We talked last week about how the running back position may be the easiest for a rookie to come into the league and play at a high level. One of the reasons is because more colleges feature pro-style schemes -- so these young runners are further along when it comes to picking up blitzers and catching balls out of the backfield.

In any case, the Week 2 results were impressive:

" Oakland's Darren McFadden: 21 carries for 164 yards and one TD vs. Kansas City

" Tennessee's Chris Johnson: 19 carries for 109 yards vs. Cincinnati.

" Chicago's Matt Forte: 23 carries for 92 yards vs. Carolina.

" Carolina's Jonathan Stewart: 14 carries for 77 yards and two TDs vs. Chicago.

" Arizona's Tim Hightower: 10 carries for 24 yards and one TD vs. Miami.

McFadden, Stewart, Johnson and Forte all ran for more yards on Sunday than LaDainian Tomlinson or Larry Johnson.

And by the way, Oakland's Michael Bush -- who is not technically a rookie but is playing for the first time after sitting out his rookie season with an injury -- had 16 carries for 90 yards.

Ryan's ups and downs

Despite the road wins this week, it is usually a lot harder for a quarterback on the road -- and even harder for a rookie quarterback. In Week 1, Falcons rookie QB Matt Ryan completed 9 of 13 passes for 161 yard and one touchdown, finishing with a passer rating of 137 in a home win over Detroit.
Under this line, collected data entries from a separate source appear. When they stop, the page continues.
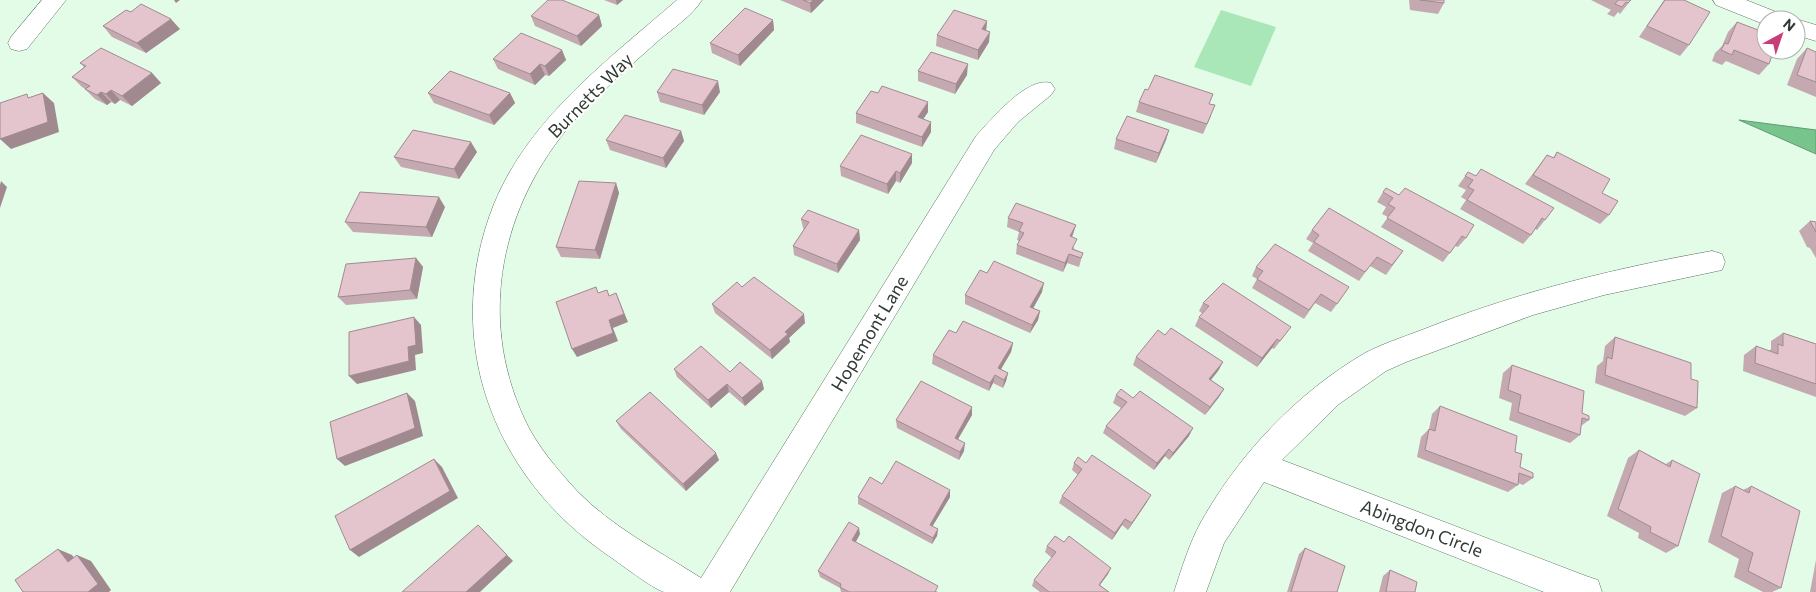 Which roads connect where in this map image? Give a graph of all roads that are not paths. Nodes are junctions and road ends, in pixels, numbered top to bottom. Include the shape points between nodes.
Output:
1 (55, 0) edge
2 (691, 0) edge
3 (1724, 0) edge
4 (1756, 12) edge
5 (19, 43) dead end
6 (1044, 88) dead end
7 (1712, 262) dead end
8 (1258, 465) junction
9 (694, 592) edge
10 (711, 592) edge
11 (1190, 592) edge
12 (1586, 592) edge

1 - 5 street
2 - 9 street, Burnetts Way via 585,95 555,126 529,161 508,200 493,241 485,276 484,329 492,374 508,419 532,462 566,502 606,538
3 - 4 street
6 - 10 street, Hopemont Lane via 1009,116 985,143
7 - 8 street via 1639,275 1550,297 1463,326 1377,362 1346,381 1300,420
8 - 11 street via 1212,533
8 - 12 street, Abingdon Circle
In Sunday's game at Tampa, Ryan missed on his first nine attempts, threw two interceptions, was sacked four times, and had a rating of 29.6.

One of the reasons why rookie quarterbacks struggle on the road is that the defensive linemen get quicker jumps while offensive linemen have to deal with the crowd noise. There's a reason why Colts defensive end Dwight Freeney, for example, has three times as many sacks at home than he does on the road.

Extra points

J.T. O'Sullivan became the first 49ers QB to pass for 300 yards since Tim Rattay on Oct. 10, 2004. … New England has now won 21 consecutive regular-season games, and the Patriots have won eight in a row against the Jets on the road. … Minnesota crossed midfield on each of its first eight possessions against the Colts, but failed to score a TD. … The Giants have won their last 12 road games. … Kurt Warner had a perfect passer rating of 158.3. It was the third time Warner has done that, which ties him with Peyton Manning and Ben Roethlisberger for most "perfect games" among active QBs. … Pittsburgh defeated Cleveland for the 10th straight time, the longest current win streak by one team over another. … On the same day that Tom Brady's streak of 111 straight starts ended, Buccaneers LB Derrick Brooks was a game-time decision who ended up starting his 194th consecutive game. … Green Bay became the first team to win 50 road openers. … Ohio native Ben Roethlisberger is now 10-0 versus teams from Ohio (5-0 each against Cincinnati and Cleveland). … There were two punts blocked for TDs Sunday, one for the Bears and one for Titans. … Giants DE Justin Tuck had three tackles, two sacks and an INT return for TD. … Two Pro Bowl pass rushers got their first sacks with new teams -- Jared Allen for Minnesota and Jason Taylor for Washington. Both sacks came around the same time -- with 10 minutes left in the second quarter. … Washington used all three of its timeouts in the first 12 minutes of Sunday's game. … In three games (Pats-Jets, Colts-Vikings, Raiders-Chiefs), field goals were the only points in the first half. Overall, there was a total of 30 field goals in the first half of games, including a 56-yarder by Sebastian Janikowski.